**Records provided**.

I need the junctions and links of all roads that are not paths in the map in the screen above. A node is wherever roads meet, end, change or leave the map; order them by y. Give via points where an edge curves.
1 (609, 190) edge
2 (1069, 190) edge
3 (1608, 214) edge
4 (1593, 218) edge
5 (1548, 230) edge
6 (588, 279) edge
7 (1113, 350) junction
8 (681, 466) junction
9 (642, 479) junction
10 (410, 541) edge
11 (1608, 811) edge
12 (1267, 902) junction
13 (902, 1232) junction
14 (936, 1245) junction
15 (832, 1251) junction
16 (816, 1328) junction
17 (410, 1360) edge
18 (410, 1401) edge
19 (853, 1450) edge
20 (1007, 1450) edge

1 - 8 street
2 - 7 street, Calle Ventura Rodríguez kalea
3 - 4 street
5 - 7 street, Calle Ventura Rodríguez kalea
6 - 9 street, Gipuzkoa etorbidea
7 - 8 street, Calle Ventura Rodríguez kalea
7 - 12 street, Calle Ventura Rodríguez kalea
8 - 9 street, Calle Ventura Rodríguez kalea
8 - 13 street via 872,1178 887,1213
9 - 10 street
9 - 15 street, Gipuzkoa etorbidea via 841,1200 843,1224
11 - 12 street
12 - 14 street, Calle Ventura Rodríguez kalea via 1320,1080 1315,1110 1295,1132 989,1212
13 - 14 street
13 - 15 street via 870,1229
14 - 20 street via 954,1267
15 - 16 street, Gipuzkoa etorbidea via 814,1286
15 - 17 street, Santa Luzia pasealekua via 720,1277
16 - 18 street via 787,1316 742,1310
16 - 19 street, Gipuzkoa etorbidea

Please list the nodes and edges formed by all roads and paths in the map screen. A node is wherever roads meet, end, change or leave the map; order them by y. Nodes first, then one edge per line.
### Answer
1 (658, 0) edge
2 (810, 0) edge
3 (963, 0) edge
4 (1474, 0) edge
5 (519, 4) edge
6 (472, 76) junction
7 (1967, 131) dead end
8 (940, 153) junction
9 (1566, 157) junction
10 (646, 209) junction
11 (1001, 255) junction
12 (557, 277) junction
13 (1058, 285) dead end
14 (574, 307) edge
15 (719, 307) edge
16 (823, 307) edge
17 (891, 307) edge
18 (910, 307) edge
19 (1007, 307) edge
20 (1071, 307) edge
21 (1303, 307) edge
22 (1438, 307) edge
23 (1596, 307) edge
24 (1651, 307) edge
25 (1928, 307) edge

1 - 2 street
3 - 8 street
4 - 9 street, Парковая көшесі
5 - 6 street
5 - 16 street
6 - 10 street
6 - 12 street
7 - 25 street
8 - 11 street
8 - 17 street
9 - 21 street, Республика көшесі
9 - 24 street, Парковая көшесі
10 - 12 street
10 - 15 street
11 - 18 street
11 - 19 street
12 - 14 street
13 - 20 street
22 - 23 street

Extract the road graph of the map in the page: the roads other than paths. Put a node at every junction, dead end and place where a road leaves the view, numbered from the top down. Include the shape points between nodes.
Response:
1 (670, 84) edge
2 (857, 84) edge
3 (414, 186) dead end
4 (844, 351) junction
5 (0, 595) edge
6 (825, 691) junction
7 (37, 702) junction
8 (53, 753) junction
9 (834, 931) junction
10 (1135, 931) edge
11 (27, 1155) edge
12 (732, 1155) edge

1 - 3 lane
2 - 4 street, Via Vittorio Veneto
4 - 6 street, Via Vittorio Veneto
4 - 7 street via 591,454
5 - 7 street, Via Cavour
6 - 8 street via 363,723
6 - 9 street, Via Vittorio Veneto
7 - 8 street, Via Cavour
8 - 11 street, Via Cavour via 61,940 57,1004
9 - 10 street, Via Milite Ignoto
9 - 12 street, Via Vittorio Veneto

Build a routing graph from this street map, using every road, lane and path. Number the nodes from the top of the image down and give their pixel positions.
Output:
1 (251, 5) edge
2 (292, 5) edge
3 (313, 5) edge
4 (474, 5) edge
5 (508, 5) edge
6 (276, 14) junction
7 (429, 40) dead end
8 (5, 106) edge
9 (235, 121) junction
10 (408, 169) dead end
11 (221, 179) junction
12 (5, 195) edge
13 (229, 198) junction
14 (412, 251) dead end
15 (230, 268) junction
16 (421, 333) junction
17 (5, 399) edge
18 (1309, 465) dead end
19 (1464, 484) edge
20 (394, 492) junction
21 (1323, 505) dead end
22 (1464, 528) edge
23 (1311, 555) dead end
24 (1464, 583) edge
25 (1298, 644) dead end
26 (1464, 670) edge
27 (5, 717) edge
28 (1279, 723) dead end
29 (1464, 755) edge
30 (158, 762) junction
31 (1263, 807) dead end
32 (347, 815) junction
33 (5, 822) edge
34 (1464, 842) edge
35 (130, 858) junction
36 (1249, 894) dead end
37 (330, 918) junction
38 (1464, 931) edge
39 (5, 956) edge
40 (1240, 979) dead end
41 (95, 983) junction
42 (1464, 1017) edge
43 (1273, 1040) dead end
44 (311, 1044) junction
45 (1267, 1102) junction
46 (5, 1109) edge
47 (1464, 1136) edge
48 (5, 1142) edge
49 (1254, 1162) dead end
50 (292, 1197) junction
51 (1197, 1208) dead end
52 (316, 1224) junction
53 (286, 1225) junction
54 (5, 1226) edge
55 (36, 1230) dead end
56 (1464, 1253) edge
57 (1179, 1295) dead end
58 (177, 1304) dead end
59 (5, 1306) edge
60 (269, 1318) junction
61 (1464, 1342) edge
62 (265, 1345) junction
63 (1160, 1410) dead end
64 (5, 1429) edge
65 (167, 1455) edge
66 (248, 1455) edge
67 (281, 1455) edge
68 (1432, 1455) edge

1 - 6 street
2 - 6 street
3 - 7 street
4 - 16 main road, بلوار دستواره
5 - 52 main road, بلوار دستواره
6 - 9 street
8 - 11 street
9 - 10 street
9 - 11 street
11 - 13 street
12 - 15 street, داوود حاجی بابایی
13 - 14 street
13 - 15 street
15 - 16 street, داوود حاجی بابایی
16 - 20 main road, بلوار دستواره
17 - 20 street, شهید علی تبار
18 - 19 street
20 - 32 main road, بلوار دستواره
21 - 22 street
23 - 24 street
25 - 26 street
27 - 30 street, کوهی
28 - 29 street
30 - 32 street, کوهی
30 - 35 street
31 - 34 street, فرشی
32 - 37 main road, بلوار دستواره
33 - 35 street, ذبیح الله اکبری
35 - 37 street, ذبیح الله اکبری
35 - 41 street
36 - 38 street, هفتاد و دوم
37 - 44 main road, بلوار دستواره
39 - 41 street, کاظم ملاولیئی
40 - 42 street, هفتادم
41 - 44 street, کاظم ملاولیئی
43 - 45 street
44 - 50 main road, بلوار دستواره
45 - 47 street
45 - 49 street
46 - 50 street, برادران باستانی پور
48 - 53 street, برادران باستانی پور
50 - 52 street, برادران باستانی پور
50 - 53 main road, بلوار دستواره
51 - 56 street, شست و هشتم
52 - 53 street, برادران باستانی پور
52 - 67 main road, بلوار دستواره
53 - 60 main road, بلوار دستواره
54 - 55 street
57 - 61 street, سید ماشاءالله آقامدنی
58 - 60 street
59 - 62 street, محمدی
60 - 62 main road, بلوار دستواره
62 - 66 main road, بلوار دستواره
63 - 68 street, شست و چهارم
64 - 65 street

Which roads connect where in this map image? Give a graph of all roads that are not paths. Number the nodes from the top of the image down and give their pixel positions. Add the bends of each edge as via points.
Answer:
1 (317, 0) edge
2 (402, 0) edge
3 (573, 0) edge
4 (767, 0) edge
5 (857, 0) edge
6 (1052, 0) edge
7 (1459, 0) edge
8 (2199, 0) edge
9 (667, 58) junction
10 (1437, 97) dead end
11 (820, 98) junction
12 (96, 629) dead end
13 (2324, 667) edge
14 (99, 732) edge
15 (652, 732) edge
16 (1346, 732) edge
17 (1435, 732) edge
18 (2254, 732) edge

**What the task asks**.
What lines in the material above hold the string "roads"? List them.

**Finished task**.
I need the junctions and links of all roads that are not paths in the map in the screen above. A node is wherever roads meet, end, change or leave the map; order them by y. Give via points where an edge curves.
Please list the nodes and edges formed by all roads and paths in the map screen. A node is wherever roads meet, end, change or leave the map; order them by y. Nodes first, then one edge per line.
Extract the road graph of the map in the page: the roads other than paths. Put a node at every junction, dead end and place where a road leaves the view, numbered from the top down. Include the shape points between nodes.
Which roads connect where in this map image? Give a graph of all roads that are not paths. Number the nodes from the top of the image down and give their pixel positions. Add the bends of each edge as via points.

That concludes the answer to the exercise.